DATA FOR ANALYSIS:
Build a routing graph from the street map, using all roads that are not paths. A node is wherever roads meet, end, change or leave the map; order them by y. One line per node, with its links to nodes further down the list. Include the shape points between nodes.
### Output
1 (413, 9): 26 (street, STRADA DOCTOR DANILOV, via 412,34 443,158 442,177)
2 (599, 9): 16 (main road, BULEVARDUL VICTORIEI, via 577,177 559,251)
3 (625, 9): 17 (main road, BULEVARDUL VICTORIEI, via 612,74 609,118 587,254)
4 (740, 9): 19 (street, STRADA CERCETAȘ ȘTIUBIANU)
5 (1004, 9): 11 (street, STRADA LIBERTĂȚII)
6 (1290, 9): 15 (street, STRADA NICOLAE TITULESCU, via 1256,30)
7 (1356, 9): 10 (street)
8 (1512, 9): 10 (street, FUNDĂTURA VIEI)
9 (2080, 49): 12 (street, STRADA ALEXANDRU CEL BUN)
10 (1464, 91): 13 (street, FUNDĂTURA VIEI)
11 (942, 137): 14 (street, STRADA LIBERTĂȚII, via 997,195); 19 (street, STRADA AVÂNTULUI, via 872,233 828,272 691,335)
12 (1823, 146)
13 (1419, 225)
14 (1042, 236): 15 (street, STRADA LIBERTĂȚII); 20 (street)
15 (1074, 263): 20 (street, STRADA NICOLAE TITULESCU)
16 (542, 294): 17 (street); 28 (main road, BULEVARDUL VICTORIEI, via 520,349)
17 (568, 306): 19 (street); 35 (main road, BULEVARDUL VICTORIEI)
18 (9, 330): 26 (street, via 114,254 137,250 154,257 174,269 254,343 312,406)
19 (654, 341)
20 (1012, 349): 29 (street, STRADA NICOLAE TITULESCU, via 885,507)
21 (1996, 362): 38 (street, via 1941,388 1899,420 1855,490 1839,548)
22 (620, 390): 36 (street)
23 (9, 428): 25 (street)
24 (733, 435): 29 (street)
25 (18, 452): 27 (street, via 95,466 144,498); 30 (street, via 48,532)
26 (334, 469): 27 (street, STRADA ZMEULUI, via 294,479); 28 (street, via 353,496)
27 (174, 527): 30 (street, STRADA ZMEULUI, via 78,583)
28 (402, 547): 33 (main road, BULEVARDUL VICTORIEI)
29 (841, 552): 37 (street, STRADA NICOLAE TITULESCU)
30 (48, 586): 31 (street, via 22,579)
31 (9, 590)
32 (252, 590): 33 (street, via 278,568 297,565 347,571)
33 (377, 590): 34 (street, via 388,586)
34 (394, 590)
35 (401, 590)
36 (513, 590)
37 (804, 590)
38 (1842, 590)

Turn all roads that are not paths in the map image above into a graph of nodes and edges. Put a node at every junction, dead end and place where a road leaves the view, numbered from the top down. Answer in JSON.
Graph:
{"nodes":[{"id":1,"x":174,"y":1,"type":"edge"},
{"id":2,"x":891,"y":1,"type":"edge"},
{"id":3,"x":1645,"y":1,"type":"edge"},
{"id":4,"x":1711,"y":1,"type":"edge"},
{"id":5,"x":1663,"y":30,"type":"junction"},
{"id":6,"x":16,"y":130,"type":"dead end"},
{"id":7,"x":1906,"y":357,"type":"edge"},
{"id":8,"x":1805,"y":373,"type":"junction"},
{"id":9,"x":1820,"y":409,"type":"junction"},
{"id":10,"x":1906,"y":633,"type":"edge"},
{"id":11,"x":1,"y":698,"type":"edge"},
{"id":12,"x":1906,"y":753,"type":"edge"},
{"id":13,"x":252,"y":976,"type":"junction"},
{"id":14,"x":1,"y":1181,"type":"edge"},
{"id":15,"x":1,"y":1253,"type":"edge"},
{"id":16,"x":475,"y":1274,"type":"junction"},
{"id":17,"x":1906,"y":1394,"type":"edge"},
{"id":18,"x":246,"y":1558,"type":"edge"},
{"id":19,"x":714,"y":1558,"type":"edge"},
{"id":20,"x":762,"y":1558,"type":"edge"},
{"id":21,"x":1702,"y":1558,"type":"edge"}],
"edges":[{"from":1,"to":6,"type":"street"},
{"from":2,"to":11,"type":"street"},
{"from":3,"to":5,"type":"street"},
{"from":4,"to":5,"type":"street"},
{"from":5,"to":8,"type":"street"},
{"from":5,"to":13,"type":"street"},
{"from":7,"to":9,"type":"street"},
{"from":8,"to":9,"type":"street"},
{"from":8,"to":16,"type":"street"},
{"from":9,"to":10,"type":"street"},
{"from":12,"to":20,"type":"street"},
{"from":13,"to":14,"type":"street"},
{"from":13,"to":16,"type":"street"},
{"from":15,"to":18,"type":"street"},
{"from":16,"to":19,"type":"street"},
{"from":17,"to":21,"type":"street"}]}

YOUR INSTRUCTIONS: Go through the data and return every record exactly.

ANSWER TO THIS PROBLEM:
Build a routing graph from the street map, using all roads that are not paths. A node is wherever roads meet, end, change or leave the map; order them by y. One line per node, with its links to nodes further down the list. Include the shape points between nodes.
### Output
1 (413, 9): 26 (street, STRADA DOCTOR DANILOV, via 412,34 443,158 442,177)
2 (599, 9): 16 (main road, BULEVARDUL VICTORIEI, via 577,177 559,251)
3 (625, 9): 17 (main road, BULEVARDUL VICTORIEI, via 612,74 609,118 587,254)
4 (740, 9): 19 (street, STRADA CERCETAȘ ȘTIUBIANU)
5 (1004, 9): 11 (street, STRADA LIBERTĂȚII)
6 (1290, 9): 15 (street, STRADA NICOLAE TITULESCU, via 1256,30)
7 (1356, 9): 10 (street)
8 (1512, 9): 10 (street, FUNDĂTURA VIEI)
9 (2080, 49): 12 (street, STRADA ALEXANDRU CEL BUN)
10 (1464, 91): 13 (street, FUNDĂTURA VIEI)
11 (942, 137): 14 (street, STRADA LIBERTĂȚII, via 997,195); 19 (street, STRADA AVÂNTULUI, via 872,233 828,272 691,335)
12 (1823, 146)
13 (1419, 225)
14 (1042, 236): 15 (street, STRADA LIBERTĂȚII); 20 (street)
15 (1074, 263): 20 (street, STRADA NICOLAE TITULESCU)
16 (542, 294): 17 (street); 28 (main road, BULEVARDUL VICTORIEI, via 520,349)
17 (568, 306): 19 (street); 35 (main road, BULEVARDUL VICTORIEI)
18 (9, 330): 26 (street, via 114,254 137,250 154,257 174,269 254,343 312,406)
19 (654, 341)
20 (1012, 349): 29 (street, STRADA NICOLAE TITULESCU, via 885,507)
21 (1996, 362): 38 (street, via 1941,388 1899,420 1855,490 1839,548)
22 (620, 390): 36 (street)
23 (9, 428): 25 (street)
24 (733, 435): 29 (street)
25 (18, 452): 27 (street, via 95,466 144,498); 30 (street, via 48,532)
26 (334, 469): 27 (street, STRADA ZMEULUI, via 294,479); 28 (street, via 353,496)
27 (174, 527): 30 (street, STRADA ZMEULUI, via 78,583)
28 (402, 547): 33 (main road, BULEVARDUL VICTORIEI)
29 (841, 552): 37 (street, STRADA NICOLAE TITULESCU)
30 (48, 586): 31 (street, via 22,579)
31 (9, 590)
32 (252, 590): 33 (street, via 278,568 297,565 347,571)
33 (377, 590): 34 (street, via 388,586)
34 (394, 590)
35 (401, 590)
36 (513, 590)
37 (804, 590)
38 (1842, 590)

Turn all roads that are not paths in the map image above into a graph of nodes and edges. Put a node at every junction, dead end and place where a road leaves the view, numbered from the top down. Answer in JSON.
Graph:
{"nodes":[{"id":1,"x":174,"y":1,"type":"edge"},
{"id":2,"x":891,"y":1,"type":"edge"},
{"id":3,"x":1645,"y":1,"type":"edge"},
{"id":4,"x":1711,"y":1,"type":"edge"},
{"id":5,"x":1663,"y":30,"type":"junction"},
{"id":6,"x":16,"y":130,"type":"dead end"},
{"id":7,"x":1906,"y":357,"type":"edge"},
{"id":8,"x":1805,"y":373,"type":"junction"},
{"id":9,"x":1820,"y":409,"type":"junction"},
{"id":10,"x":1906,"y":633,"type":"edge"},
{"id":11,"x":1,"y":698,"type":"edge"},
{"id":12,"x":1906,"y":753,"type":"edge"},
{"id":13,"x":252,"y":976,"type":"junction"},
{"id":14,"x":1,"y":1181,"type":"edge"},
{"id":15,"x":1,"y":1253,"type":"edge"},
{"id":16,"x":475,"y":1274,"type":"junction"},
{"id":17,"x":1906,"y":1394,"type":"edge"},
{"id":18,"x":246,"y":1558,"type":"edge"},
{"id":19,"x":714,"y":1558,"type":"edge"},
{"id":20,"x":762,"y":1558,"type":"edge"},
{"id":21,"x":1702,"y":1558,"type":"edge"}],
"edges":[{"from":1,"to":6,"type":"street"},
{"from":2,"to":11,"type":"street"},
{"from":3,"to":5,"type":"street"},
{"from":4,"to":5,"type":"street"},
{"from":5,"to":8,"type":"street"},
{"from":5,"to":13,"type":"street"},
{"from":7,"to":9,"type":"street"},
{"from":8,"to":9,"type":"street"},
{"from":8,"to":16,"type":"street"},
{"from":9,"to":10,"type":"street"},
{"from":12,"to":20,"type":"street"},
{"from":13,"to":14,"type":"street"},
{"from":13,"to":16,"type":"street"},
{"from":15,"to":18,"type":"street"},
{"from":16,"to":19,"type":"street"},
{"from":17,"to":21,"type":"street"}]}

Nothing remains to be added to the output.